Government-aided College of Arts and Science in Madurai

Thiagarajar College is an autonomous government-aided college located in Madurai, Tamil Nadu, India. It is affiliated with Madurai Kamaraj University and is ranked 15th among colleges in India by the National Institutional Ranking Framework (NIRF) in 2024.

==Location==
It is located on Kamarajar road, opposite of Mariamman Temple pond, Vandiyur.

== History ==
The college was established in 1949 by Kalaithanthai Karumuttu Thiagarajan Chettiar, a 20th-century South Indian philanthropist. The college was formally declared open by the Krishna Kumarsinhji Bhavsinhji, Maharaja of Bhavnagar, the then Governor of Madras, on 12 October 1949. Its mission is to provide quality higher education to the rural masses to realize the vision of Mahatma Gandhi.
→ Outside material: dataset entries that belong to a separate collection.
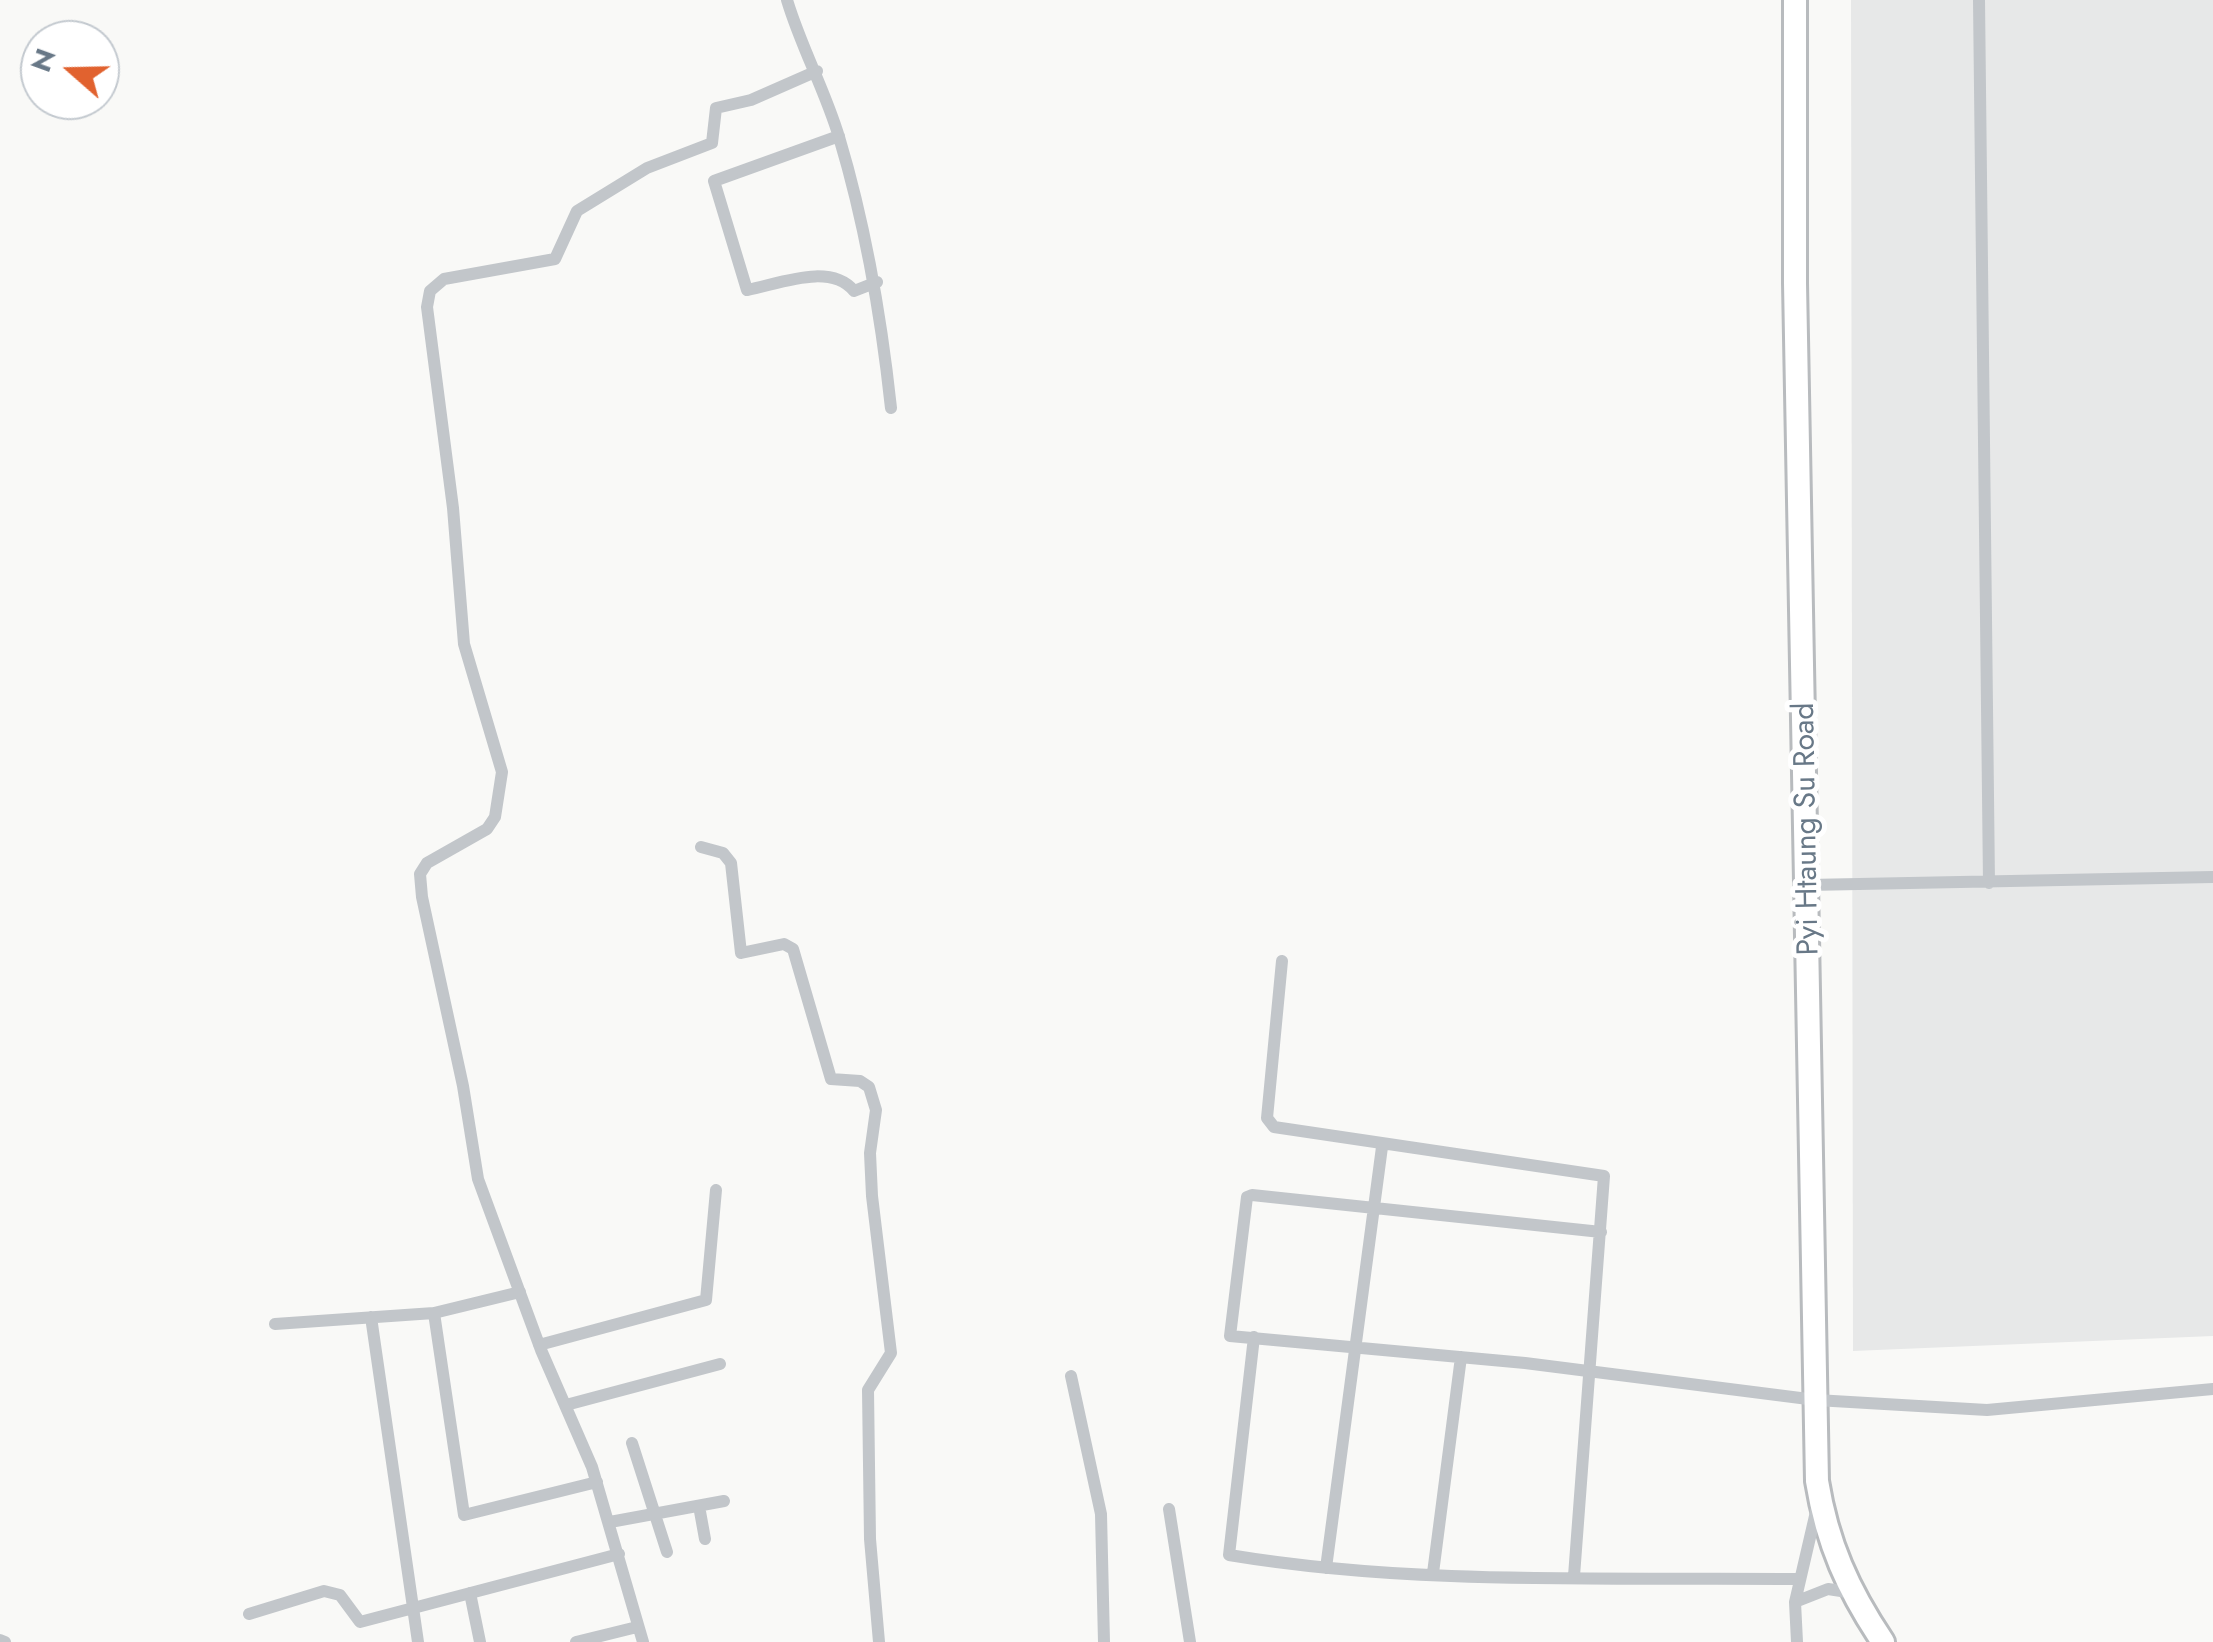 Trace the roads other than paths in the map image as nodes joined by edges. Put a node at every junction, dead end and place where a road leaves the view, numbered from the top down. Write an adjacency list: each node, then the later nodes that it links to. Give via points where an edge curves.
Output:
1 (787, 0): 4 (street)
2 (1794, 0): 11 (highway, Pyi Htaung Su Road)
3 (1979, 0): 10 (street)
4 (817, 72): 5 (street); 17 (street, via 716,108 712,143 647,168 577,211 555,259 456,275 430,290 464,644 502,772 495,817 427,863 420,874 422,897 478,1178)
5 (838, 136): 6 (street); 6 (street, via 714,181 746,290 824,275 854,290)
6 (877, 282): 7 (street)
7 (892, 408)
8 (701, 846): 56 (street, via 731,862 741,953 784,944 793,949 831,1079 869,1087 876,1110 872,1196 891,1353 868,1390)
9 (2213, 878): 10 (street)
10 (1989, 883): 11 (street)
11 (1808, 886): 29 (highway, Pyi Htaung Su Road)
12 (1282, 961): 13 (street, via 1267,1118 1274,1127)
13 (1382, 1146): 15 (street); 16 (street, via 1604,1176)
14 (716, 1190): 22 (street, via 706,1300)
15 (1374, 1208): 16 (street); 21 (street, via 1247,1196 1230,1336); 23 (street)
16 (1602, 1232): 26 (street)
17 (520, 1292): 18 (street); 22 (street)
18 (434, 1313): 19 (street); 32 (street, via 464,1515)
19 (371, 1317): 20 (street); 49 (street)
20 (276, 1324)
21 (1254, 1338): 23 (street); 42 (street, via 1229,1556)
22 (540, 1344): 30 (street)
23 (1353, 1346): 24 (street); 42 (street)
24 (1461, 1357): 26 (street); 43 (street)
25 (720, 1364): 30 (street)
26 (1591, 1372): 29 (street); 44 (street)
27 (1071, 1376): 57 (street, via 1102,1514)
28 (2213, 1389): 29 (street, via 1987,1410)
29 (1816, 1400): 33 (highway, Pyi Htaung Su Road)
30 (566, 1405): 32 (street)
31 (632, 1443): 37 (street)
32 (597, 1482): 38 (street)
33 (1820, 1498): 45 (street); 46 (highway, Pyi Htaung Su Road, via 1826,1534)
34 (724, 1501): 35 (street)
35 (699, 1506): 37 (street); 39 (street)
36 (1169, 1509): 58 (street)
37 (656, 1514): 38 (street); 40 (street)
38 (610, 1522): 41 (street)
39 (706, 1539)
40 (667, 1552)
41 (619, 1554): 47 (street); 51 (street)
42 (1326, 1568): 43 (street)
43 (1433, 1573): 44 (street)
44 (1574, 1576): 45 (street)
45 (1798, 1580): 48 (street)
46 (1854, 1592): 48 (street, via 1828,1589); 60 (highway, Pyi Htaung Su Road)
47 (470, 1593): 49 (street); 53 (street)
48 (1794, 1602): 59 (street)
49 (413, 1608): 50 (street, via 360,1622 340,1595 324,1592); 52 (street)
50 (249, 1614)
51 (637, 1627): 54 (street); 55 (street)
52 (418, 1642)
53 (480, 1642)
54 (576, 1642)
55 (643, 1642)
56 (879, 1642)
57 (1104, 1642)
58 (1190, 1642)
59 (1797, 1642)
60 (1883, 1642) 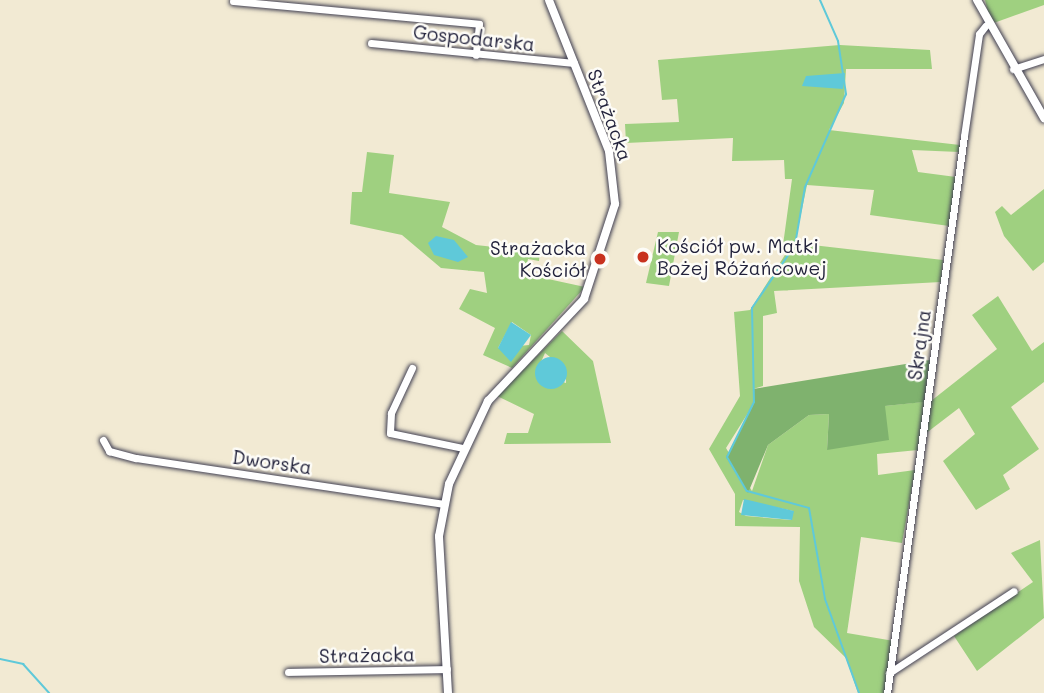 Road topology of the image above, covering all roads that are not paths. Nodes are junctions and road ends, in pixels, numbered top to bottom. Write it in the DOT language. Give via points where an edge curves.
graph roads {
  1 [pos="550,0"];
  2 [pos="977,0"];
  3 [pos="233,1"];
  4 [pos="986,25"];
  5 [pos="371,43"];
  6 [pos="476,55"];
  7 [pos="1044,58"];
  8 [pos="575,63"];
  9 [pos="1013,69"];
  10 [pos="1044,118"];
  11 [pos="412,368"];
  12 [pos="103,440"];
  13 [pos="463,449"];
  14 [pos="443,504"];
  15 [pos="1014,591"];
  16 [pos="447,669"];
  17 [pos="288,672"];
  18 [pos="889,673"];
  19 [pos="448,693"];
  20 [pos="887,693"];
  1 -- 8 [label="street, Strażacka"];
  2 -- 4 [label="street"];
  3 -- 6 [label="street" via="479,24"];
  4 -- 9 [label="street"];
  4 -- 18 [label="street, Skrajna" via="977,46"];
  5 -- 6 [label="street, Gospodarska"];
  6 -- 8 [label="street, Gospodarska"];
  7 -- 9 [label="street"];
  8 -- 13 [label="street, Strażacka" via="613,164 610,225 581,303 491,397"];
  9 -- 10 [label="street"];
  11 -- 13 [label="street" via="391,413 390,433"];
  12 -- 14 [label="street, Dworska" via="109,451 136,458"];
  13 -- 14 [label="street, Strażacka"];
  14 -- 16 [label="street, Strażacka"];
  15 -- 18 [label="street"];
  16 -- 17 [label="street, Strażacka"];
  16 -- 19 [label="street, Strażacka"];
  18 -- 20 [label="street, Skrajna"];
}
The college was originally affiliated to the Madras University, for undergraduate degrees in arts and science streams. In 1960, the state government's proposed acquisition of land for the college's expansion became the subject of correspondence between Madras minister C. Subramaniam and Prime Minister Jawaharlal Nehru, with A.S. Subbaraj (A. S. Subbaraj), a local MLA whose family owned a portion of the land mentioned.

== Academics ==
The college currently provides 9 Ph.D., 11 M.Phil., 15 post-graduates, 24 undergraduates, 11 diploma and 13 certificate, educational programmes affiliated with Madurai Kamaraj University. The college is currently managed by the Kalaithanthai Karumuttu Thiagarajan Chettiar Memorial Trust.